The report is not talking about sexual predators, or any contact offences.
The reality is that offences relating to viewing indecent images take a very long time to investigate. If the police seize your computer equipment because they suspect you of downloading such images, every single file on every device seized has to be checked. That is 100s if not 1000s of man hours for EACH person. I think it was said they arresting several hundred a month.
At the same time, there has been a huge rise in allegations of historic sexual abuse following on from Savile, Yewtress, more recent cases connected to youth football etc. I think it was said there have been 70,000 allegations, all of which have to be investigated.

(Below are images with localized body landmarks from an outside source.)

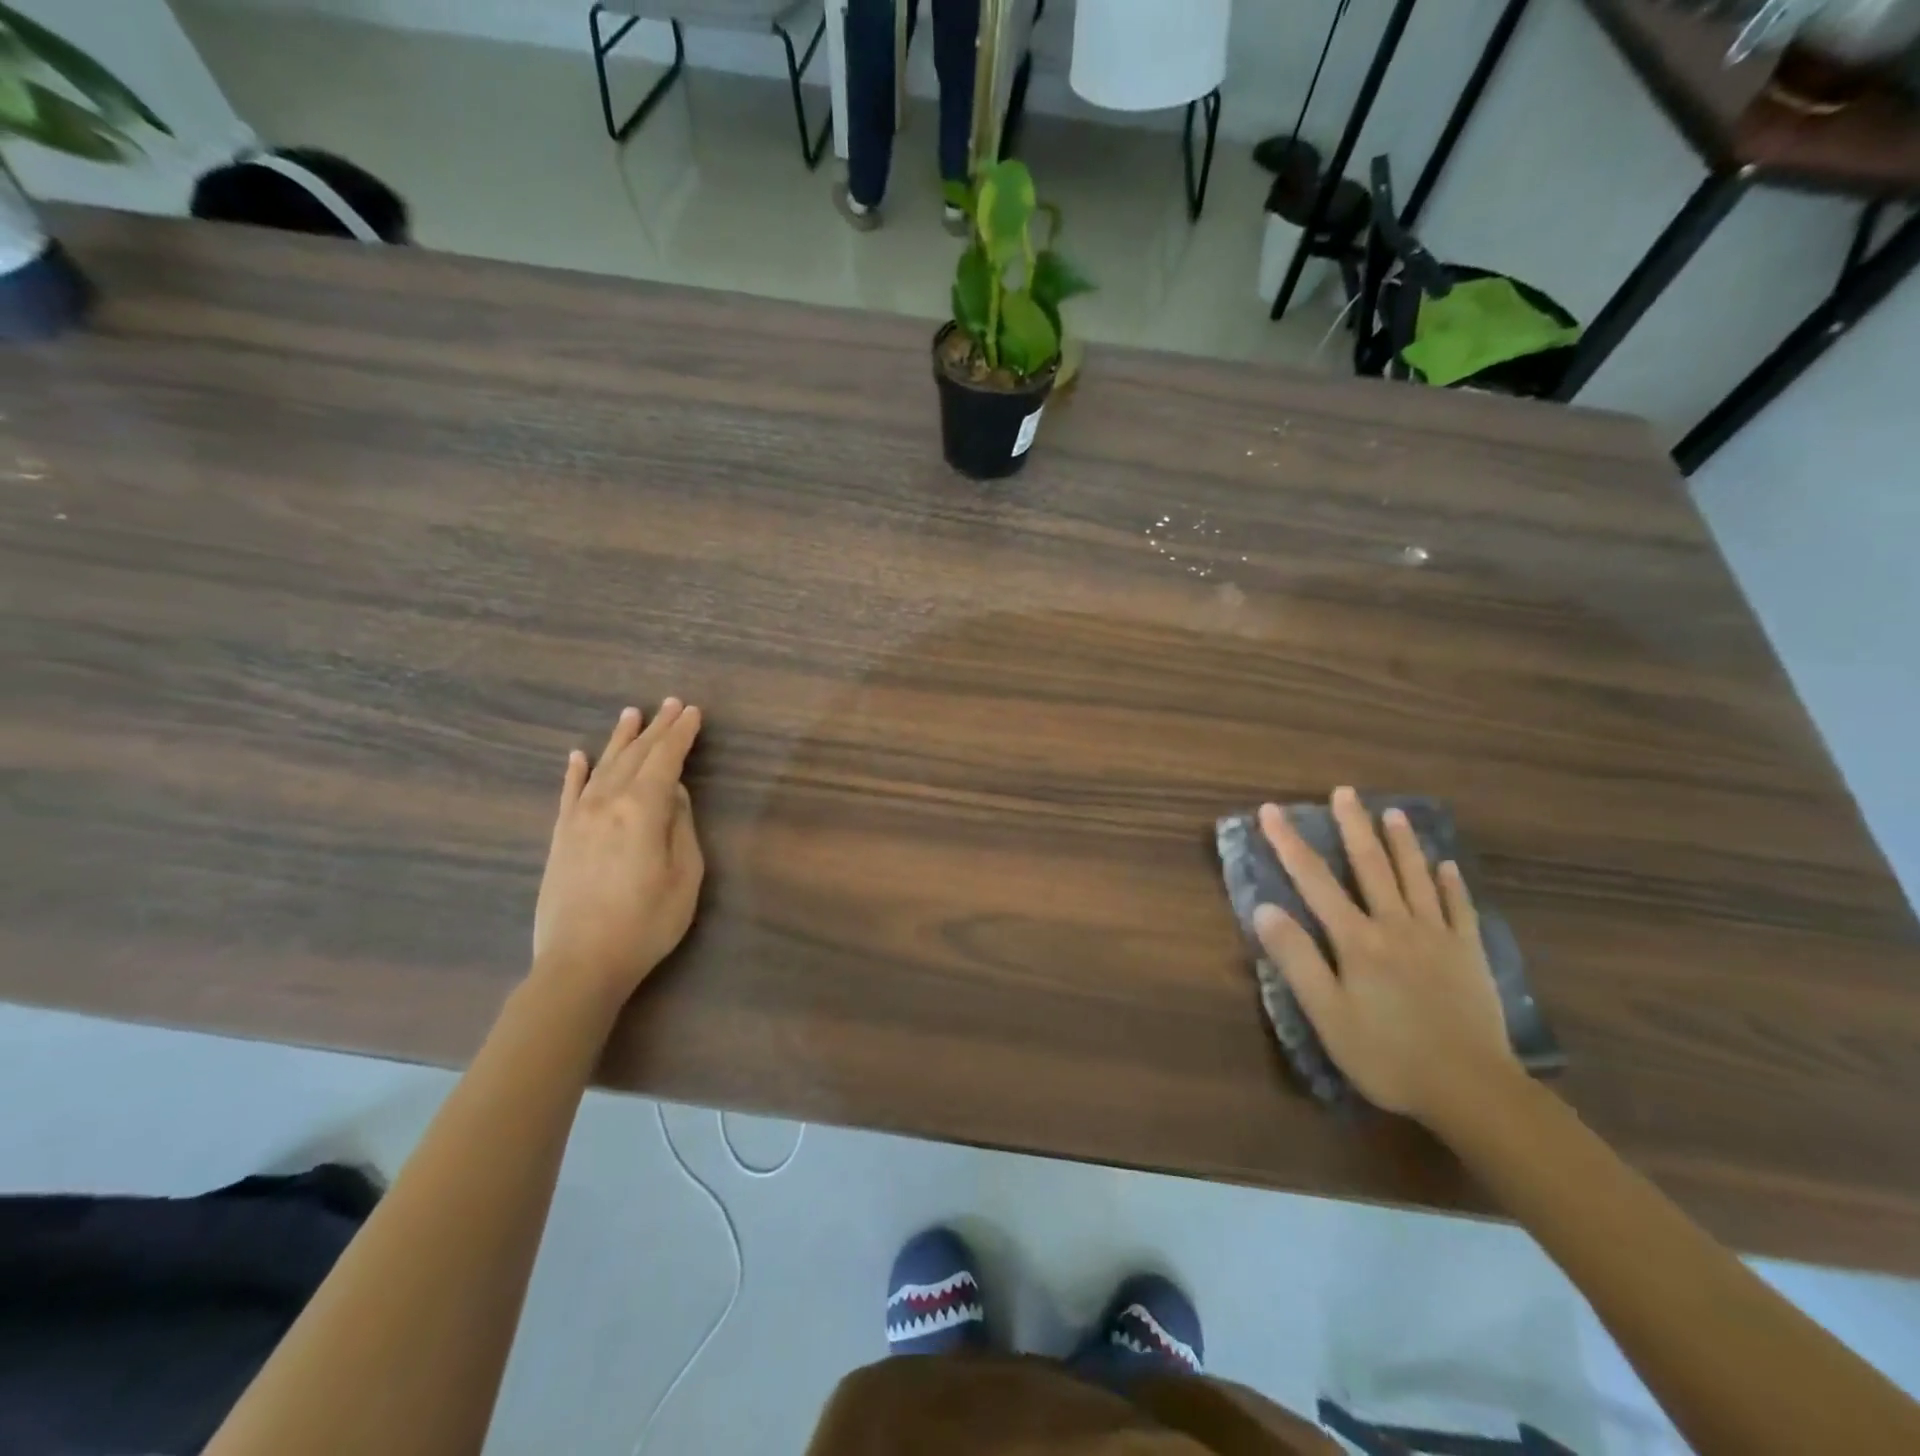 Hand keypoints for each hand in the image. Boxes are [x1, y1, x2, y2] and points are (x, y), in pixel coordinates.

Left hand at [532, 700, 704, 1011]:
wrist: (580, 964)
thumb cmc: (646, 922)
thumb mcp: (684, 875)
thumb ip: (680, 826)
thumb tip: (673, 792)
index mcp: (641, 810)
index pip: (665, 760)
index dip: (681, 734)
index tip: (694, 712)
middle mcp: (606, 803)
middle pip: (635, 756)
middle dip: (657, 728)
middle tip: (671, 704)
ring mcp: (578, 819)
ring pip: (602, 766)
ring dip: (620, 739)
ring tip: (632, 714)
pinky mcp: (560, 838)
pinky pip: (567, 793)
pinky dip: (575, 771)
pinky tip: (578, 755)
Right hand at [1254, 787, 1518, 1122]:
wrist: (1473, 1090)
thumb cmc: (1387, 1054)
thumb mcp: (1327, 1014)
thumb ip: (1297, 959)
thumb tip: (1266, 908)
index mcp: (1357, 940)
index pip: (1314, 880)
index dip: (1289, 843)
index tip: (1271, 811)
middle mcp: (1396, 926)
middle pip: (1371, 866)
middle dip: (1353, 826)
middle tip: (1344, 792)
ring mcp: (1438, 938)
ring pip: (1416, 878)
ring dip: (1402, 842)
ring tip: (1393, 812)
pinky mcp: (1469, 955)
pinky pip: (1460, 908)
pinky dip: (1450, 884)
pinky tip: (1447, 866) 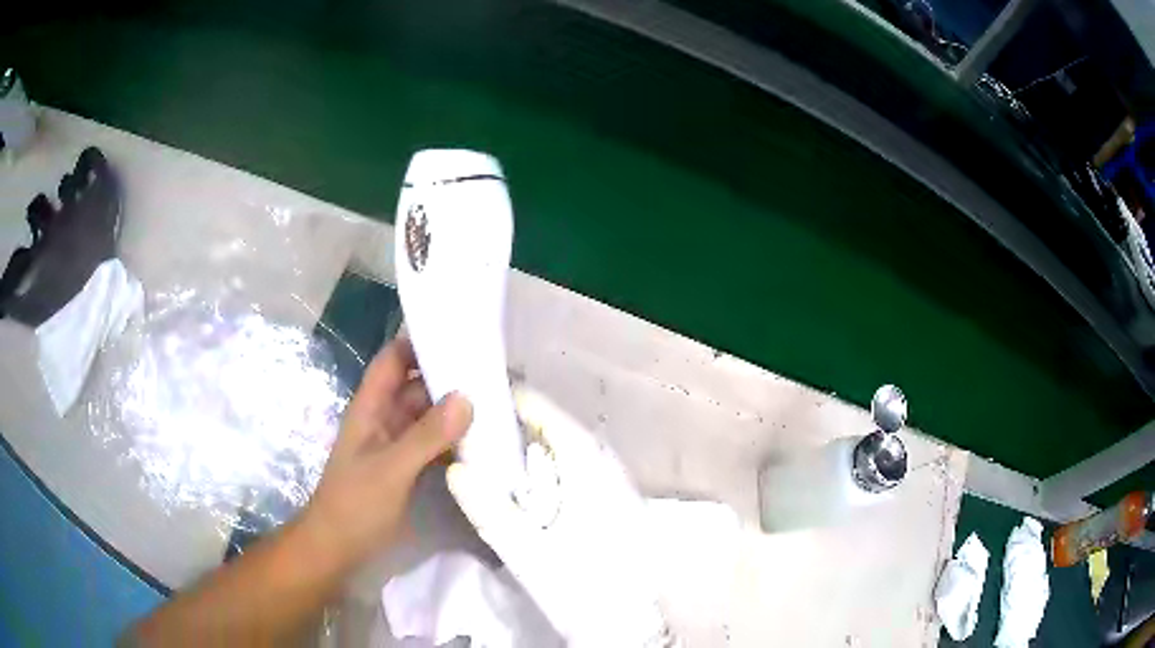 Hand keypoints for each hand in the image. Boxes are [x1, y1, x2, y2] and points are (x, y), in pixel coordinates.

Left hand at [301, 337, 472, 569]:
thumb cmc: (356, 504)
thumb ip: (427, 435)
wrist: (338, 549)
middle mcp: (384, 419)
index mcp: (371, 407)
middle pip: (416, 386)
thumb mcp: (391, 468)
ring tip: (498, 402)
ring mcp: (396, 445)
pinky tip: (482, 441)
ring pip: (428, 416)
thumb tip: (467, 397)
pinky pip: (433, 443)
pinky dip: (454, 440)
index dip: (419, 343)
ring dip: (455, 411)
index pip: (393, 360)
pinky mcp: (407, 468)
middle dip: (449, 378)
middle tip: (494, 373)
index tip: (460, 337)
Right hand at [446, 387, 672, 647]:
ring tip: (490, 458)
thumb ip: (488, 508)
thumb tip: (456, 467)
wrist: (631, 619)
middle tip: (472, 434)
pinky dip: (547, 472)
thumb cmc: (581, 585)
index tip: (473, 404)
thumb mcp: (527, 550)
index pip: (544, 412)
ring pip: (564, 450)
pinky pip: (574, 471)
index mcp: (586, 464)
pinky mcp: (613, 500)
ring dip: (530, 452)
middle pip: (553, 429)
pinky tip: (527, 490)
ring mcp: (613, 481)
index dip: (509, 404)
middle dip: (514, 429)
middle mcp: (604, 462)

In terms of indecent images, after 1000s of man hours have been spent and every image catalogied, the offender is charged. Unless there are aggravating factors (pleading not guilty, offender is a teacher or community figure, previous offences, real risk of escalation to contact offences) then it is very unlikely they will get a custodial. Instead they'll get probation, put on the Sex Offender's register, and have to attend counselling/ therapy.
One force is therefore piloting a scheme to visit offenders', warn them and help them get treatment. Given that treatment and not a custodial penalty is the likely outcome anyway, the argument is does it not make more sense to use those 1000s of man hours spent cataloging images and use them instead to investigate historic allegations or other crimes? I can see the sense in that line of reasoning given how impossible it is for someone viewing these images to get help absent police involvement.